The far right-wing and fascist narratives are that anti-Christian and anti-white bias actually exist. So what does this mean for our communities? What will American pogroms look like? Indiscriminate, just like the american attention span? More school shootings? Lone gunmen? The targeting of migrants, Gaza activists, environmental defenders, dissidents of every kind. What about dems in rural areas? The framework for mass repression is already realized in the entire framework of American prisons, jails, homeless shelters – these are the blueprint. The American Counterrevolution has been in place for 100 years. The historic decimation of labor unions, against social reforms and liberation struggles from the red scare to the takedown of the Black Panther Party and militant black power groups, are all part of the sustained war on insurgents and rebels.

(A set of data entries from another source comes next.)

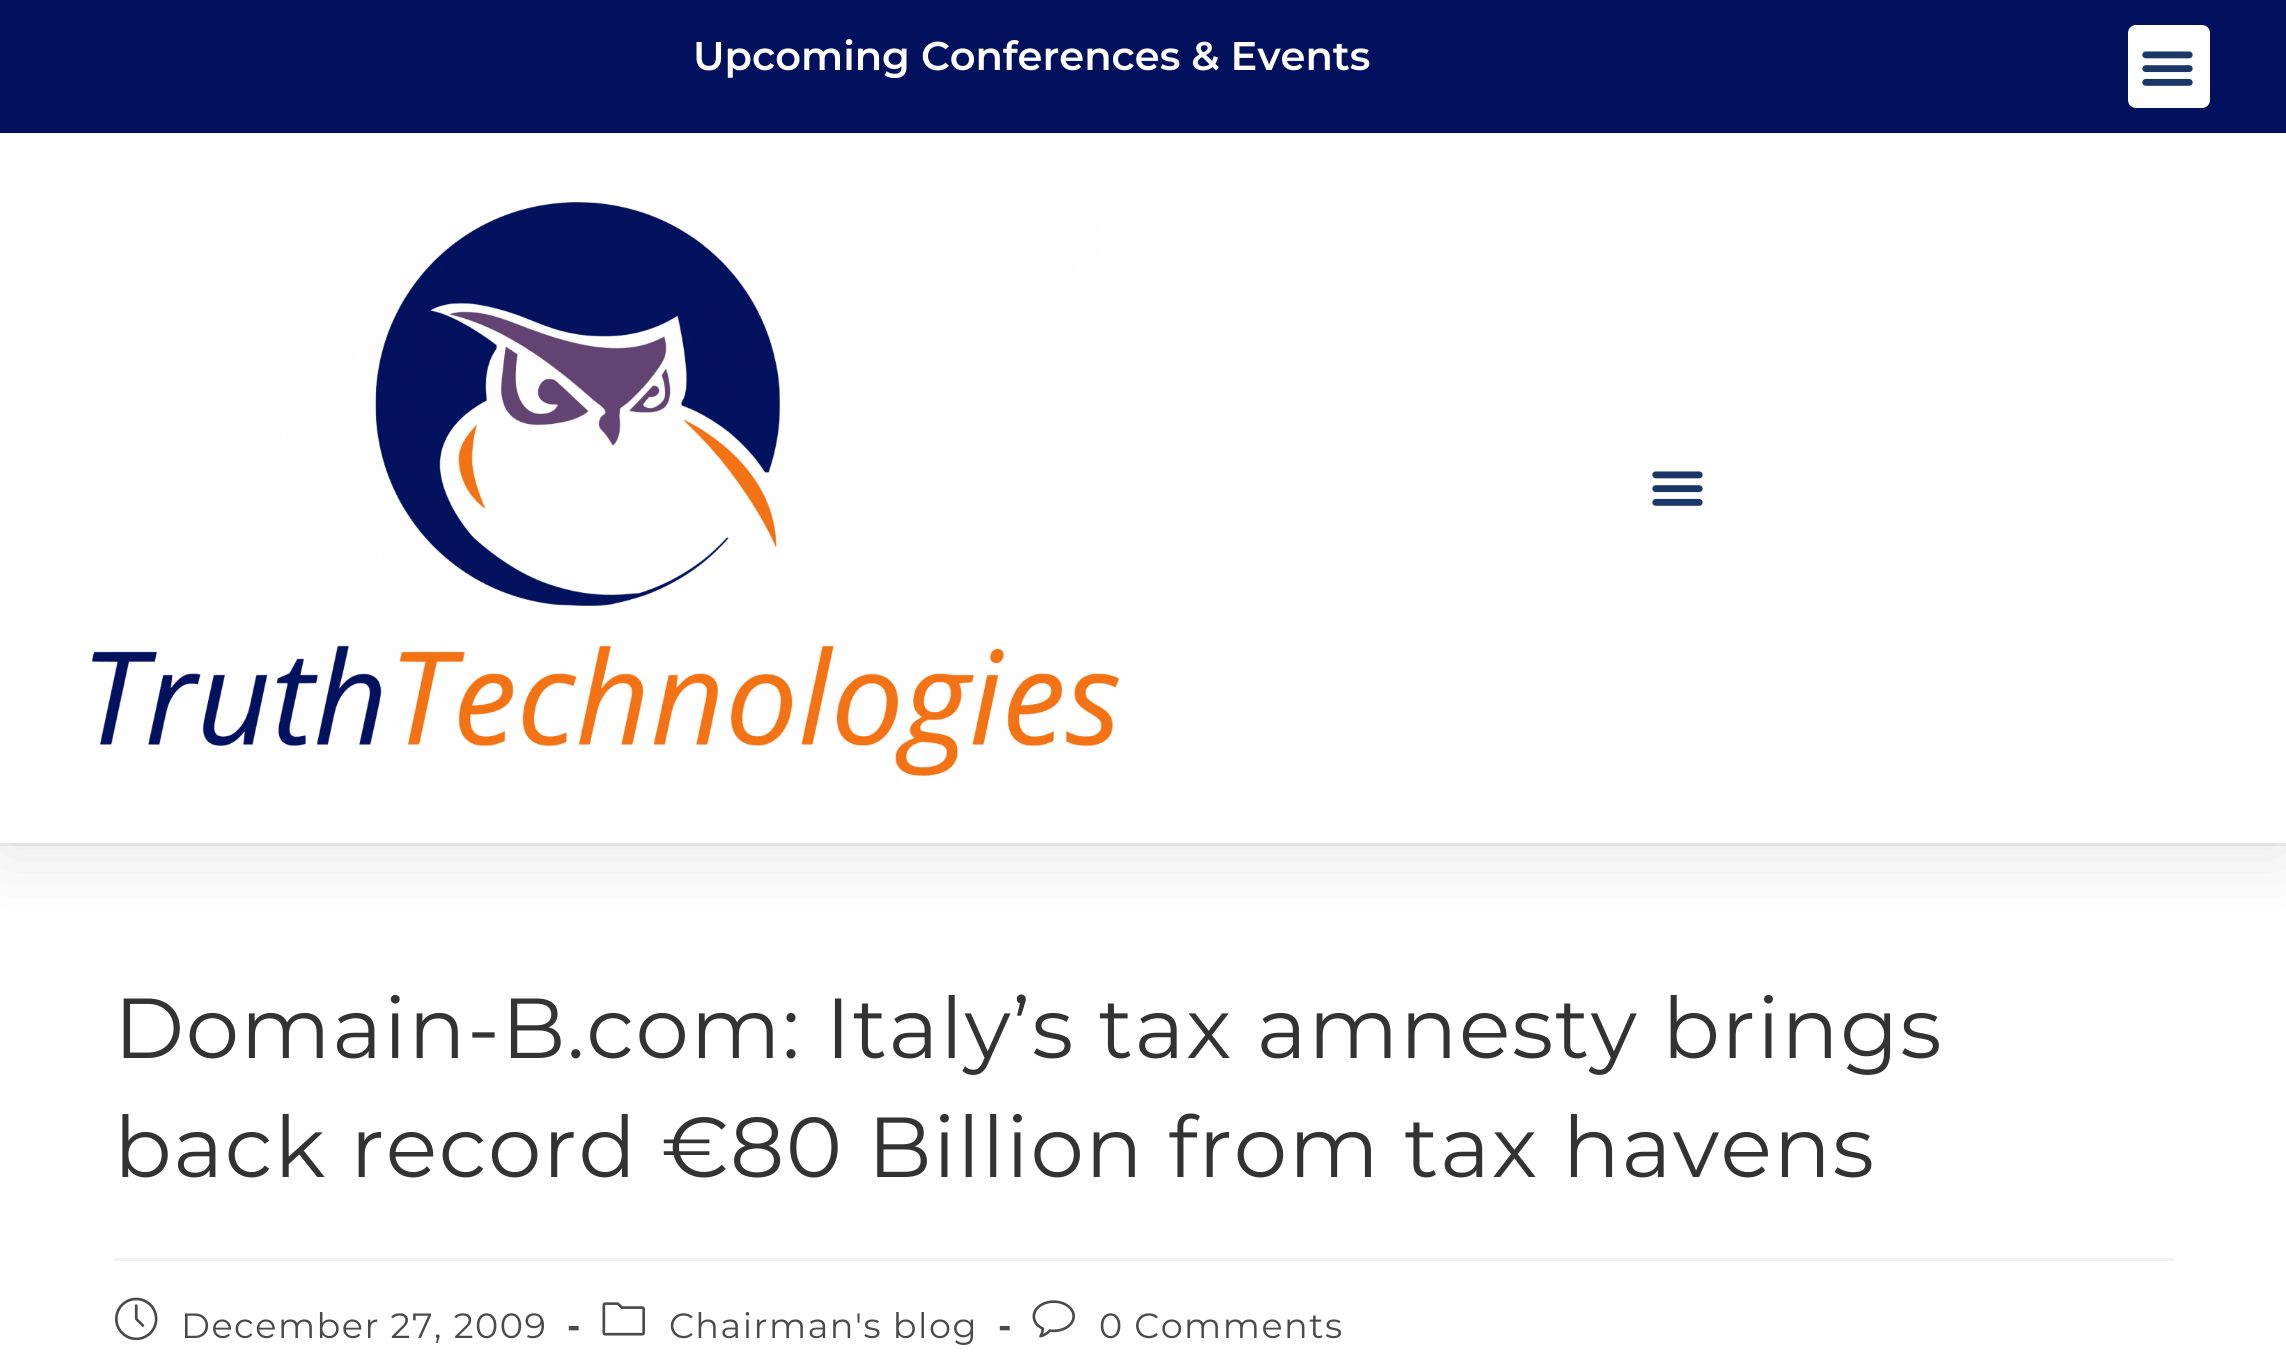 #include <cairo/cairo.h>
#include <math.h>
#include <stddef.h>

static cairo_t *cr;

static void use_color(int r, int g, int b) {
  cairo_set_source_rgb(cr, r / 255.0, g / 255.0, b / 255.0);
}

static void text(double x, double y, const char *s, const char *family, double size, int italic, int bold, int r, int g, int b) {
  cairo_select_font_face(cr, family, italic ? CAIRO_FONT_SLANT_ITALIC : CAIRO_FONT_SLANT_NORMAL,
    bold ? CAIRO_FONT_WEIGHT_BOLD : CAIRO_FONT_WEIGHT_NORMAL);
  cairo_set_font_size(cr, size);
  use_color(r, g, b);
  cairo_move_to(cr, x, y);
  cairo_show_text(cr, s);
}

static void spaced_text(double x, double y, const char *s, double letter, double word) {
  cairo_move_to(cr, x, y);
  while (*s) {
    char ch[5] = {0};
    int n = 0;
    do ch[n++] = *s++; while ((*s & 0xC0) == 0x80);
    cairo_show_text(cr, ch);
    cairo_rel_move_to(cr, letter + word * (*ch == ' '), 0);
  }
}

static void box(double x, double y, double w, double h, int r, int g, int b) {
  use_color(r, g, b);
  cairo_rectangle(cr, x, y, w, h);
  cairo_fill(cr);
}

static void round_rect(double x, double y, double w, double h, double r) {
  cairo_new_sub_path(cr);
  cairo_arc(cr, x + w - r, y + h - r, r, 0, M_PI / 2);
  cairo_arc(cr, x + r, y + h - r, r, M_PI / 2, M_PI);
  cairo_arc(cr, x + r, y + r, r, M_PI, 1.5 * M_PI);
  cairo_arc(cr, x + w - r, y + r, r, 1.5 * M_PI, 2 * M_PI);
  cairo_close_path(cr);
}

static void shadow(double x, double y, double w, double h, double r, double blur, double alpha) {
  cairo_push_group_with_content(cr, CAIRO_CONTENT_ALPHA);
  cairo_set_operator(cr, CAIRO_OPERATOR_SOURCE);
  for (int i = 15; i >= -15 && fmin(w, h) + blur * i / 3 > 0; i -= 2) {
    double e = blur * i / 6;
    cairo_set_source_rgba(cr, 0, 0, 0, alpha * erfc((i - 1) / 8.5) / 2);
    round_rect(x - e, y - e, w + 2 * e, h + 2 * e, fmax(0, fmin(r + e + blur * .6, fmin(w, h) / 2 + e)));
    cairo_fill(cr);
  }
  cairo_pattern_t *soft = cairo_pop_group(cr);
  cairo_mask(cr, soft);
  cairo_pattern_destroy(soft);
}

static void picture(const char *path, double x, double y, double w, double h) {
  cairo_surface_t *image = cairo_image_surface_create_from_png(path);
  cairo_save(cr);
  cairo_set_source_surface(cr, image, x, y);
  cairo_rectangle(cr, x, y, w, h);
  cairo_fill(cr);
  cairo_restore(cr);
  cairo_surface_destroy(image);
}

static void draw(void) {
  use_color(255, 255, 255);
  cairo_paint(cr);
  box(0, 843, 2286, 3, 241, 241, 241);
  use_color(0, 0, 0);
  shadow(0, 145, 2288, 710, 0, 37.5, 0.1);
  box(0, 133, 2286, 710, 255, 255, 255);
  picture("img_01.png", 91, 202, 1029, 574);
  picture("img_02.png", 1652, 471, 51, 35);
  box(0, 0, 2286, 133, 2, 17, 94);
  use_color(255, 255, 255);
  round_rect(2128, 25, 82, 83, 8);
  cairo_fill(cr);
  picture("img_02.png", 2142, 51, 51, 35);
  box(115, 1258, 2058, 3, 241, 241, 241);
  picture("img_03.png", 115, 1297, 43, 44);
  picture("img_04.png", 602, 1302, 43, 34);
  picture("img_05.png", 1032, 1300, 43, 38);
  text(693, 70, "Upcoming Conferences & Events", "Montserrat SemiBold", 40, 0, 0, 255, 255, 255);
  cairo_select_font_face(cr, "Montserrat", CAIRO_FONT_SLANT_NORMAL, CAIRO_FONT_WEIGHT_NORMAL);
  cairo_set_font_size(cr, 85);
  use_color(51, 51, 51);
  spaced_text(114, 1058, "Domain-B.com: Italy’s tax amnesty brings", 1.5, 0);
  spaced_text(114, 1177, "back record €80 Billion from tax havens", 1.5, 0);
  cairo_set_font_size(cr, 35);
  use_color(74, 74, 74);
  spaced_text(181, 1338, "December 27, 2009", 1.5, 0);
  cairo_select_font_face(cr, "Montserrat", CAIRO_FONT_SLANT_NORMAL, CAIRO_FONT_WEIGHT_BOLD);
  spaced_text(567, 1338, "-", 1.5, 0);
  cairo_select_font_face(cr, "Montserrat", CAIRO_FONT_SLANT_NORMAL, CAIRO_FONT_WEIGHT_NORMAL);
  spaced_text(669, 1338, "Chairman's blog", 1.5, 0);
  cairo_select_font_face(cr, "Montserrat", CAIRO_FONT_SLANT_NORMAL, CAIRO_FONT_WEIGHT_BOLD);
  spaced_text(998, 1338, "-", 1.5, 0);
  cairo_select_font_face(cr, "Montserrat", CAIRO_FONT_SLANT_NORMAL, CAIRO_FONT_WEIGHT_NORMAL);
  spaced_text(1099, 1338, "0 Comments", 1.5, 0);
}

int main(void) {
  cairo_surface_t *surface = cairo_image_surface_create(CAIRO_FORMAT_RGB24, 2286, 1353);
  cr = cairo_create(surface);
  cairo_font_options_t *options = cairo_font_options_create();
  cairo_font_options_set_hint_metrics(options, CAIRO_HINT_METRICS_OFF);
  cairo_font_options_set_hint_style(options, CAIRO_HINT_STYLE_NONE);
  cairo_set_font_options(cr, options);
  cairo_set_miter_limit(cr, 4);
  draw();
  cairo_surface_write_to_png(surface, "out.png");
  cairo_font_options_destroy(options);
  cairo_destroy(cr);
  cairo_surface_destroy(surface);
  return 0;
}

In The Act of Killing, which Werner Herzog produced, we follow the director Joshua Oppenheimer as he follows several former commandants of the 1965 death squads. We follow these emotionally damaged buffoons who were, at the time of filming, in positions of power in the army and local towns. They intimidate families and shake down shopkeepers. The documentary is somewhat unique in that it pure observation, in a doc like this you might imagine historical photos, images, or newsreels. Oppenheimer simply drops you in with these “winners” who want to be movie stars, as they do live re-enactments of their mutilations and mass killings. In the process, we witness the totality of their emptiness, the scourge on the human soul that the act of killing creates. I imagine it’s the same emptiness that will haunt the ICE agents of today, who otherwise seem to be ripping families apart with glee. (I encourage readers to watch the film, available free on Tubi).
Resistance to all of this has already been messy and difficult. With maximum charges, terrorism enhancements for antifascist, environmental, and community defense actions. What comes next requires trust, faith, and love.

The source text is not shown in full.